Альфред Андерш
МОЕ ИСЧЕЗНОВЕНИЕ В ПРОВИДЕНСЕ (Схематичные наброски к роману)
Роман в виде записок из тюрьмы. Т. делает наброски к нему, находясь под домашним арестом в особняке на Бенефит- стрит. Я плоду исписанные страницы в большой конверт из плотной оранжевой бумаги, который нашел в письменном столе Уильяма, и пишу на конверте: То whom it may concern…[1]
Т. покинул Дом Гарднера в субботу, семнадцатого октября 1970 года, в половине девятого утра, не оставив никаких следов, если не считать регистрационной карточки в агентстве «Эйвис» (прокат автомобилей), расположенном на Кеннеди - плаза, из которой явствует, что он в четыре часа пополудни вернул машину марки «додж», взятую напрокат утром того же дня. В поведении Т. не было ничего примечательного, так что служащий агентства впоследствии с трудом его вспомнил.
Счет за прокат автомашины Т. оплатил клубной кредитной карточкой.
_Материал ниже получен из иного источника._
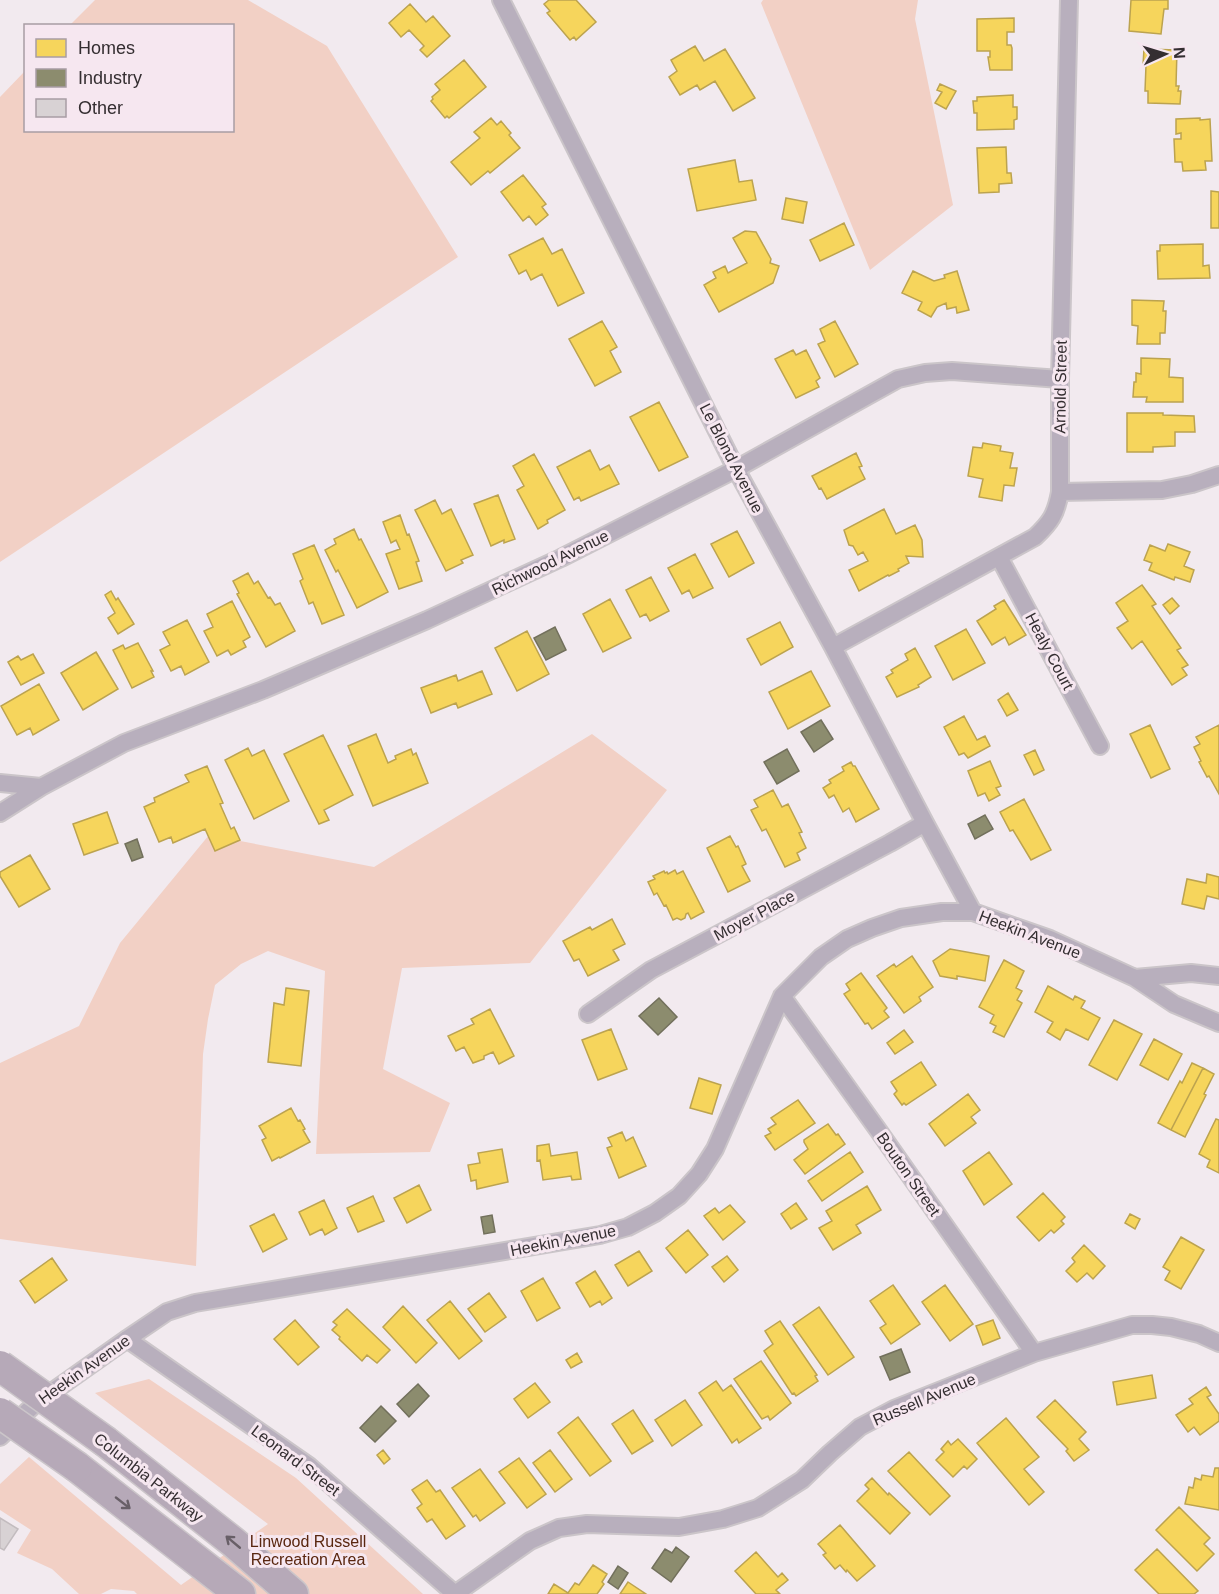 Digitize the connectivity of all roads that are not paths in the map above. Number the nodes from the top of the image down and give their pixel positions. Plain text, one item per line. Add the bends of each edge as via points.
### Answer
1 (501, 0) edge
2 (1069, 0) edge
3 (1060, 379) junction
4 (736, 469) junction
5 (1219, 475) edge
6 (1060, 492) junction
7 (999, 557) junction
8 (833, 647) junction
9 (1100, 746) dead end
10 (0, 783) edge
11 (41, 787) junction
12 (0, 813) edge
13 (925, 823) junction
14 (974, 912) junction
15 (1219, 976) edge
16 (1136, 978) junction
17 (782, 996) junction
18 (588, 1014) dead end
19 (1219, 1023) edge
20 (126, 1339) junction
21 (1219, 1343) edge
22 (1034, 1353) junction
23 (0, 1366) edge
24 (0, 1413) edge
25 (0, 1437) edge
26 (240, 1594) edge
27 (293, 1594) edge
28 (455, 1594) edge

1 - 4 street, Le Blond Avenue
2 - 3 street, Arnold Street
3 - 4 street, Richwood Avenue via 952,371 898,379
3 - 6 street, Arnold Street
4 - 8 street, Le Blond Avenue
4 - 11 street, Richwood Avenue via 427,621 124,743
5 - 6 street via 1162,490
6 - 7 street, Arnold Street via 1048,525
7 - 8 street, Arnold Street
7 - 9 street, Healy Court
8 - 13 street, Le Blond Avenue
10 - 11 street
11 - 12 street, Richwood Avenue
13 - 14 street, Le Blond Avenue
13 - 18 street, Moyer Place via 651,970
14 - 16 street, Heekin Avenue via 1050,939
14 - 17 street, Heekin Avenue via 902,918 872,928 821,957
15 - 16 street, Heekin Avenue via 1191,973
16 - 19 street via 1174,1004
17 - 20 street, Heekin Avenue via 715,1149 679,1196 655,1213 600,1235 195,1303 167,1312
17 - 22 street, Bouton Street
20 - 25 street, Heekin Avenue via 34,1404
20 - 28 street, Leonard Street via 309,1466
21 - 22 street, Russell Avenue via 1171,1327 1132,1325
22 - 28 street, Russell Avenue via 894,1408 860,1427 802,1480 758,1508 679,1527 587,1524 559,1528 530,1541
27 -> 23 highway, Columbia Parkway, bridge via 106,1442
24 -> 26 highway, bridge via 77,1467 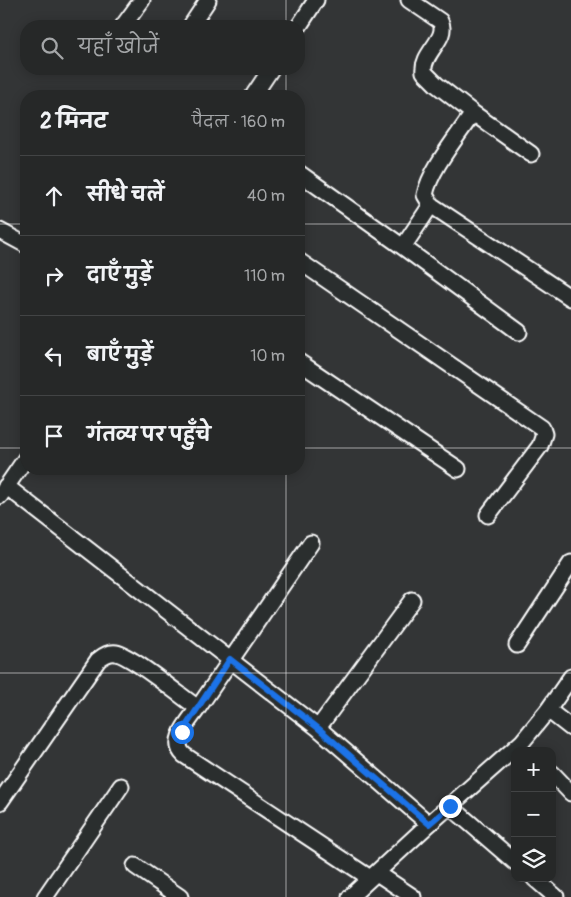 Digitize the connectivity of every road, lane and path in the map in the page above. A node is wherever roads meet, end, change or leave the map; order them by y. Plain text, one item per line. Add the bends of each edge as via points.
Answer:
1 (142, 0) edge
2 (208, 0) edge
3 (316, 0) edge
4 (409, 0) edge
5 (127, 20) edge
6 (195, 20) edge
7 (303, 20) edge
8 (267, 75) edge
9 (257, 90) edge
10 (473, 113) junction
11 (531, 154) dead end
12 (305, 177) edge
13 (431, 205) junction
14 (0, 231) edge
15 (20, 242) edge
16 (403, 247) junction
17 (305, 265) edge
18 (571, 298) edge
19 (519, 332) dead end
20 (305, 366) edge
21 (20, 467) edge
22 (458, 469) dead end
23 (3, 491) edge
24 (488, 515) dead end
25 (311, 544) dead end
26 (571, 563) edge
27 (412, 600) dead end
28 (516, 645) dead end
29 (230, 659) junction
30 (571, 677) edge
31 (198, 708) junction
32 (548, 710) junction
33 (318, 728) junction
34 (571, 728) edge
35 (526, 747) edge
36 (511, 759) edge
37 (556, 777) edge
38 (121, 786) dead end
39 (571, 793) edge
40 (0, 802) edge
41 (450, 806) junction
42 (429, 824) junction
43 (511, 859) edge
44 (135, 866) dead end
45 (373, 876) junction
46 (539, 882) edge
47 (45, 897) edge
48 (180, 897) edge
49 (350, 897) edge
50 (413, 897) edge
51 (556, 897) edge

1 - 5 street
2 - 6 street
3 - 7 street
4 - 10 street via 443,26 441,35 424,61 424,72
8 - 9 street
10 - 11 street
10 - 13 street via 427,186 425,195
12 - 16 street
13 - 16 street
13 - 18 street
14 - 15 street
16 - 19 street
17 - 24 street via 542,428 544,434 540,446
20 - 22 street
21 - 23 street
23 - 29 street
25 - 29 street
26 - 28 street
27 - 33 street
29 - 31 street
29 - 33 street
30 - 32 street
31 - 40 street via 129,658 113,652 106,654 98,660
31 - 45 street via 180,736 182,752
32 - 34 street
32 - 35 street
33 - 42 street
36 - 41 street
37 - 39 street
38 - 47 street
41 - 42 street
41 - 43 street
42 - 45 street
44 - 48 street
45 - 49 street
45 - 50 street
46 - 51 street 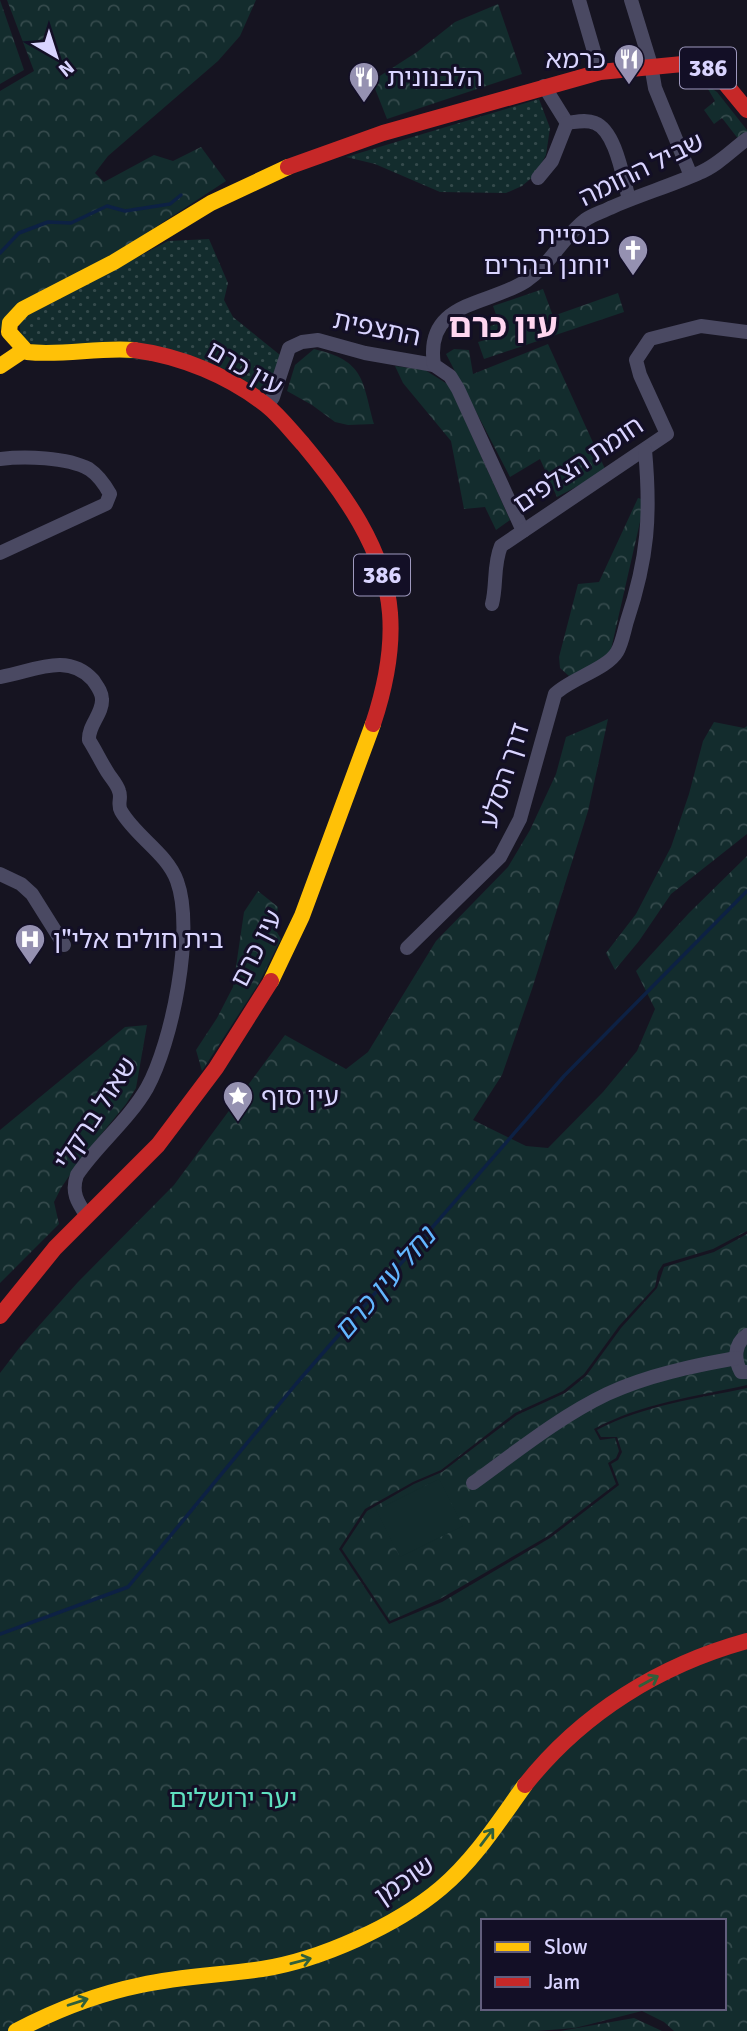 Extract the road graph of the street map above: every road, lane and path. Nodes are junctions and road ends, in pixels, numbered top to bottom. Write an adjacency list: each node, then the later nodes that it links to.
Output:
1 (579, 0): 4 (street)
2 (631, 0): 3 (street)
3 (651, 65): 4 (main road, 386); 6 (main road, 386); 9 (street)
4 (600, 72): 5 (main road, 386)
5 (544, 86): 7 (street); 13 (main road, 386)
6 (747, 110)
7 (567, 123): 10 (street); 11 (street)
8 (747, 139): 9 (street, שביל החומה)
9 (691, 176): 11 (street, שביל החומה)
10 (538, 178)
11 (629, 199): 15 (street, שביל החומה)
12 (747, 332): 18 (street, חומת הצלפים)
13 (19, 344): 14 (main road); 16 (main road); 17 (main road, עין כרם / 386)
14 (0, 350)
15 (434, 365): 17 (street, התצפית); 20 (street)
16 (0, 366)
17 (267, 406): 27 (main road, עין כרם / 386)
18 (645, 450): 20 (street, חומת הצלפים); 26 (street, דרך הסלע)
19 (0, 459): 21 (street)
20 (523, 531): 22 (street, חומת הצלפים)
21 (0, 552)
22 (492, 604)
23 (0, 677): 27 (street, שאול ברקלי)
24 (0, 874): 25 (street)
25 (64, 945)
26 (407, 948)
27 (87, 1216): 28 (main road, עין כרם / 386)
28 (0, 1316)
29 (747, 1335): 30 (street)
30 (736, 1358): 31 (street); 32 (street)
31 (747, 1371)
32 (474, 1483)
33 (747, 1641): 34 (main road, שוכמן, one-way to 33)
34 (16, 2031)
В случае если Т. не объявится, Дайнерс-клубу придется взять этот расход на себя. Жена Т., проживающая в Западном Берлине, — впрочем, они с Т. расстались два года назад — отказывается платить по его счетам.
Дом Гарднера, прелестное кирпичное здание в колониальном стиле, используется университетом Брауна в качестве временного пристанища для приглашенных лекторов. Я прожил там несколько дней в комнате, заставленной громоздкой старинной мебелью темного дерева; кровать была с балдахином, и мое одиночество - одиночество странствующего писателя — скрашивалось множеством книг и журналов, издающихся в Новой Англии. В понедельник, девятнадцатого октября, Т. должен был читать отрывки из своих произведений студентам и преподавателям германского отделения филологического факультета здешнего университета.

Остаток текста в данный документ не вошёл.